Solo un discípulo permaneció, el que estaba con la Madre. Deja, pues, como el discípulo amado, que también la Madre te sostenga en estos momentos y te ayude a mirar. Ella nos lo ensaña, y así, al pie de la Cruz, nace esa frágil Iglesia. Así, al pie de la Cruz, con María y con esa frágil Iglesia, como aquí esta tarde, es más fácil mirar. Juntos, como pueblo nuevo, nacido de un dolor que salva.

Los padres de la Iglesia ya lo supieron ver: nos dicen que en la Cruz aparecen los signos de un gran parto. Entre el agua y la sangre fluye la vida. Son los sacramentos del Bautismo y la Eucaristía, el cauce de este río, esa corriente eterna que nace de ese costado traspasado, y ahí estamos nosotros, de ahí hemos salido nosotros, de ahí venimos, somos hijos del amor que sufre, somos fruto de aquella tarde y por eso esta tarde estamos aquí.

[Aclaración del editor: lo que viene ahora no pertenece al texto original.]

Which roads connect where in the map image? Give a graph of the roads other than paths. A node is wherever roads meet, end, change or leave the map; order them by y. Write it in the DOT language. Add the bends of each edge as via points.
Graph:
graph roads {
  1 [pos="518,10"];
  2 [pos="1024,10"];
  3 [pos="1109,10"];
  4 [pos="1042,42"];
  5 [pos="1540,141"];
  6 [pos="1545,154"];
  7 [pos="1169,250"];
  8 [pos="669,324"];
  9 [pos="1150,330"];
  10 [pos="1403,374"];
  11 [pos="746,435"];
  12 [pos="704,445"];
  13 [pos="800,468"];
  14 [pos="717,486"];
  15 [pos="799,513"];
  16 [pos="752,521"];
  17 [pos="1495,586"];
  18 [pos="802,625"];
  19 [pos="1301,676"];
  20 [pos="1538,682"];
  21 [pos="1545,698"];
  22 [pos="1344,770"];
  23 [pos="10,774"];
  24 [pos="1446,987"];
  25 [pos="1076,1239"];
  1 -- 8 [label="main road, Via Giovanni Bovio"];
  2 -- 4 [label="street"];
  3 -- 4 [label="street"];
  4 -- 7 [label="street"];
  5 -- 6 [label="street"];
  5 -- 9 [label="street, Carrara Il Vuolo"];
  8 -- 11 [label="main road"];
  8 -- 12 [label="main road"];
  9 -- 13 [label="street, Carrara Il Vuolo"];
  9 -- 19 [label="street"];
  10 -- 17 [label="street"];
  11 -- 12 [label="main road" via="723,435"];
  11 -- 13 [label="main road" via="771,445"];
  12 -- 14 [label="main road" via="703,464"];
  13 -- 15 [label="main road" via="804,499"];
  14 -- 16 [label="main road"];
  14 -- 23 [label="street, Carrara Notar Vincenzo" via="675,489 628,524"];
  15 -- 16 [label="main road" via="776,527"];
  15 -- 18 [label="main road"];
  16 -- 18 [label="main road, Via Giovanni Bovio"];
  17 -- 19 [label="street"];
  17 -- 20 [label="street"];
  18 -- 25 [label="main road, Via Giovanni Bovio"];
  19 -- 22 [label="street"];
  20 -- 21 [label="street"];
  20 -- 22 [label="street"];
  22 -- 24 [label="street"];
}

Mirad el árbol de la Cruz, y acoged el corazón de Dios, porque por medio de él aprenderemos a acoger todo el amor y toda herida que nos encontremos a nuestro alrededor. La adoración a la Cruz nos enseña a ver de forma nueva los lugares que están bañados por el río de la Cruz.

Es tanto amor silencioso que llena la vida de nuestras comunidades. El amor silencioso de los padres y madres que madrugan cada día para poder dar de comer a sus hijos. El amor silencioso y callado de nuestros mayores, que no ahorraron ningún esfuerzo por sacar adelante a sus hijos y a darles un futuro mejor. El amor silencioso y entregado de tantos hombres y mujeres que dejan sus países y la cercanía de sus familiares para migrar y conseguir una vida mejor. El amor silencioso y la entrega de toda la vida religiosa contemplativa, que desde el interior de los monasterios reza y ofrece para que la gracia de Dios siga renovando la faz de la tierra. Y tantos y tantos otros.

Al contemplar el árbol de la Cruz y sumergirnos en este río de agua y sangre que brota de ella, también aprendemos a reconocer y a atender las señales y heridas infringidas a la dignidad humana. Mirar nos sensibiliza ante toda forma de desprecio por la vida y de explotación de las personas, y nos invita a descubrir a Cristo allí.

Y también, queridos hermanos, acoger la Cruz, es más que nunca hoy ser sensibles a toda forma de violencia en un mundo violento, pues la Cruz es la respuesta de Dios a todas las guerras, a todas las manifestaciones de arrogancia, de superioridad, de poder y de dominio.

Jesús no se enfrenta al pecado llamando a una legión de ángeles para que luchen en un combate interminable. Él se abaja, se ofrece, y esos caminos los tendremos que asimilar para poder vivir. Por eso la Iglesia es invitada hoy a ser en Cristo principio de reconciliación en nuestro mundo. Somos ministros de la reconciliación ante la Cruz, no voceros de la confrontación, del juicio permanente, de la condena, del conflicto, la división. Esto es ser católico.

Hoy, queridos amigos, dentro de poco realizaremos un gesto de adoración junto a toda la Iglesia. Un gesto para mirar, lleno de vida, que se repite en grandes catedrales, en los humildes templos y en los lugares que ahora también están perseguidos. Imaginaos por un momento todos los que hoy miramos a la Cruz, comulgando en este acto de fe. Nos hace hermanos de todos los que esta tarde miran y se apoyan en el madero reverdecido por la entrega de Cristo.

Mirad, por favor, mirad con el corazón, mirad el árbol de la Cruz. Abramos el corazón como discípulos amados, con la Madre, y enfoquemos a donde la Iglesia nos dirige la mirada.